> [Available data]

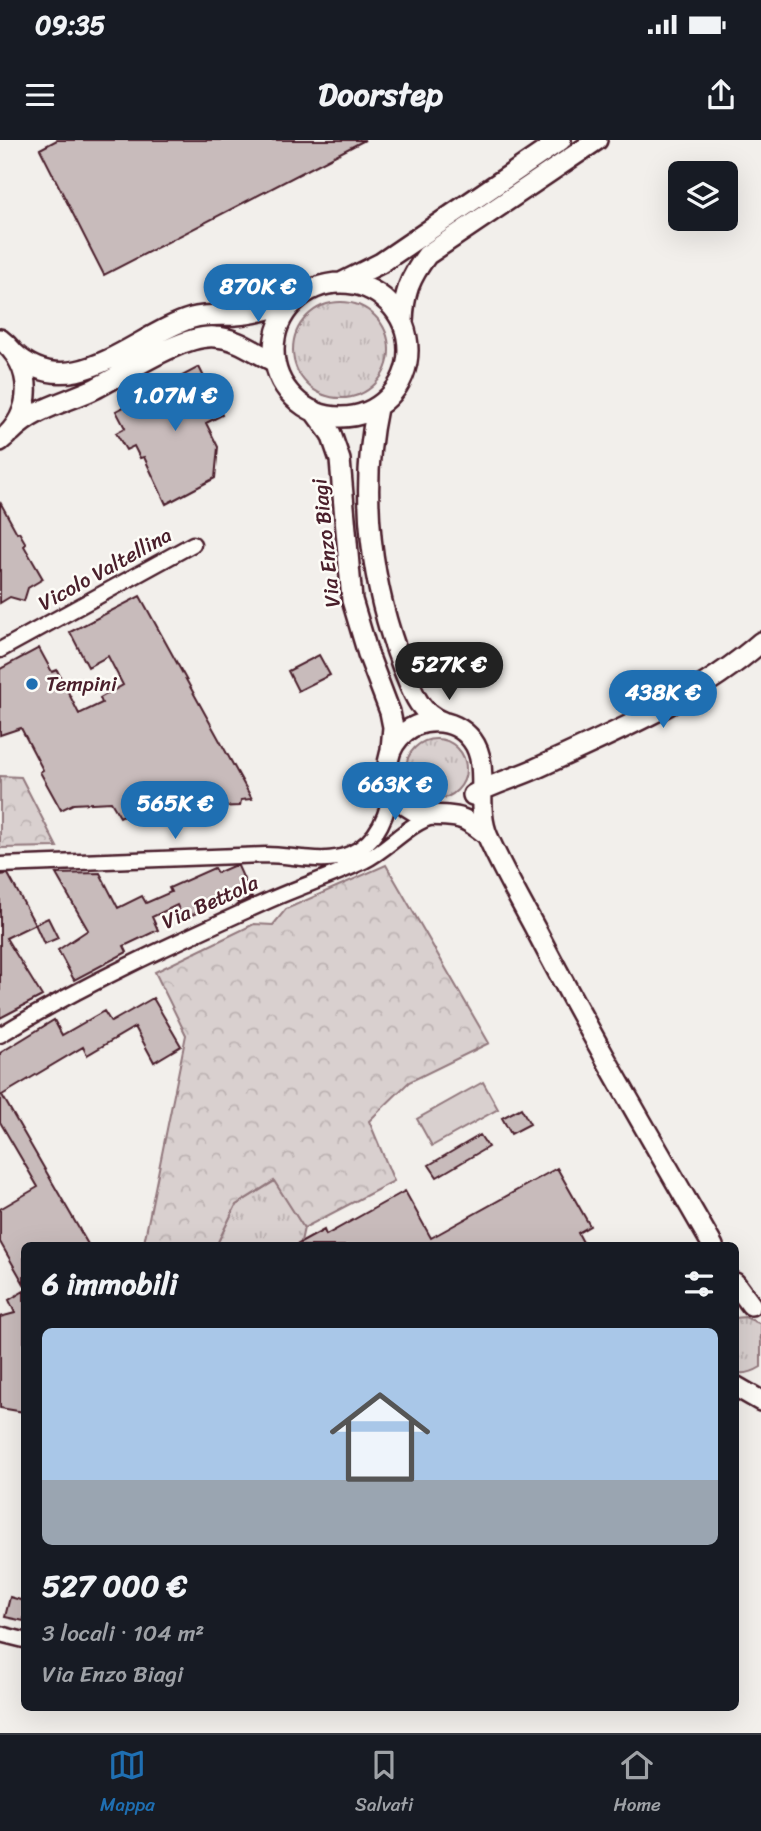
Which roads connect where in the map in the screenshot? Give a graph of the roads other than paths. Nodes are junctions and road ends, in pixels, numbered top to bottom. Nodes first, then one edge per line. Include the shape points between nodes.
1 (561, 140) edge
2 (597, 140) edge
3 (343, 282) junction
4 (293, 302) junction
5 (403, 322) junction
6 (7, 346) edge
7 (275, 362) junction
8 (377, 408) junction
9 (314, 411) junction
10 (5, 436) edge
11 (192, 544) dead end
12 (761, 642) edge
13 (0, 650) edge
14 (444, 722) junction
15 (479, 754) junction
16 (390, 755) junction
17 (534, 769) junction
18 (389, 779) junction
19 (478, 788) junction
20 (440, 815) junction
21 (486, 835) junction
22 (0, 865) edge
23 (0, 1035) edge
24 (711, 1242) edge
25 (739, 1290) edge
26 (749, 1307) edge
27 (761, 1384) edge
28 (739, 1386) edge
29 (739, 1388) edge
30 (761, 1401) edge
31 (0, 1634) edge
32 (21, 1639) edge

1 - 3 street via 381,263
2 - 5 street via 427,255 404,296
3 - 4 street via 313,288
3 - 5 street via 376,292
4 - 6 street via 237,315 193,317 78,372 49,370 25,361
4 - 7 street via 277,330
5 - 8 street via 408,360 402,379
6 - 10 street via 24,372 27,391 23,412
7 - 9 street via 282,383
7 - 10 street via 235,340 197,339 38,411
8 - 9 street via 335,417
8 - 14 street via 370,478 378,587 413,693 428,714
9 - 16 street, Via Enzo Biagi via 331,434 340,460 352,600 390,712
11 - 13 street, Vicolo Valtellina
12 - 17 street via 720,676 682,698
14 - 15 street via 467,734
14 - 16 street via 426,722 409,729
15 - 17 street via 495,768
15 - 19 street
16 - 18 street
17 - 19 street
18 - 20 street via 407,806
18 - 22 street via 388,802 377,831 363,847 338,858 270,855
19 - 20 street via 460,808
19 - 21 street
20 - 21 street via 466,820
20 - 23 street, Via Bettola via 416,823 363,862 137,959
21 - 24 street via 581,1017
25 - 26 street
27 - 28 street
29 - 30 street
31 - 32 street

> [What the exercise asks] The whole listing above is to be printed again exactly; pictures stay out of it.

> [Answer below]
Which roads connect where in the map in the screenshot? Give a graph of the roads other than paths. Nodes are junctions and road ends, in pixels, numbered top to bottom. Nodes first, then one edge per line. Include the shape points between nodes.
1 (561, 140) edge
2 (597, 140) edge
3 (343, 282) junction
4 (293, 302) junction
5 (403, 322) junction
6 (7, 346) edge
7 (275, 362) junction
8 (377, 408) junction
9 (314, 411) junction
10 (5, 436) edge
11 (192, 544) dead end
12 (761, 642) edge
13 (0, 650) edge
14 (444, 722) junction
15 (479, 754) junction
16 (390, 755) junction
17 (534, 769) junction
18 (389, 779) junction
19 (478, 788) junction
20 (440, 815) junction
21 (486, 835) junction
22 (0, 865) edge
23 (0, 1035) edge
24 (711, 1242) edge
25 (739, 1290) edge
26 (749, 1307) edge
27 (761, 1384) edge
28 (739, 1386) edge
29 (739, 1388) edge
30 (761, 1401) edge
31 (0, 1634) edge
32 (21, 1639) edge

1 - 3 street via 381,263
2 - 5 street via 427,255 404,296
3 - 4 street via 313,288
3 - 5 street via 376,292
4 - 6 street via 237,315 193,317 78,372 49,370 25,361
4 - 7 street via 277,330
5 - 8 street via 408,360 402,379
6 - 10 street via 24,372 27,391 23,412
7 - 9 street via 282,383
7 - 10 street via 235,340 197,339 38,411
8 - 9 street via 335,417
8 - 14 street via 370,478 378,587 413,693 428,714
9 - 16 street, Via Enzo Biagi via 331,434 340,460 352,600 390,712
11 - 13 street, Vicolo Valtellina
12 - 17 street via 720,676 682,698
14 - 15 street via 467,734
14 - 16 street via 426,722 409,729
15 - 17 street via 495,768
15 - 19 street
16 - 18 street
17 - 19 street
18 - 20 street via 407,806
18 - 22 street via 388,802 377,831 363,847 338,858 270,855
19 - 20 street via 460,808
19 - 21 street
20 - 21 street via 466,820
20 - 23 street, Via Bettola via 416,823 363,862 137,959
21 - 24 street via 581,1017
25 - 26 street
27 - 28 street
29 - 30 street
31 - 32 street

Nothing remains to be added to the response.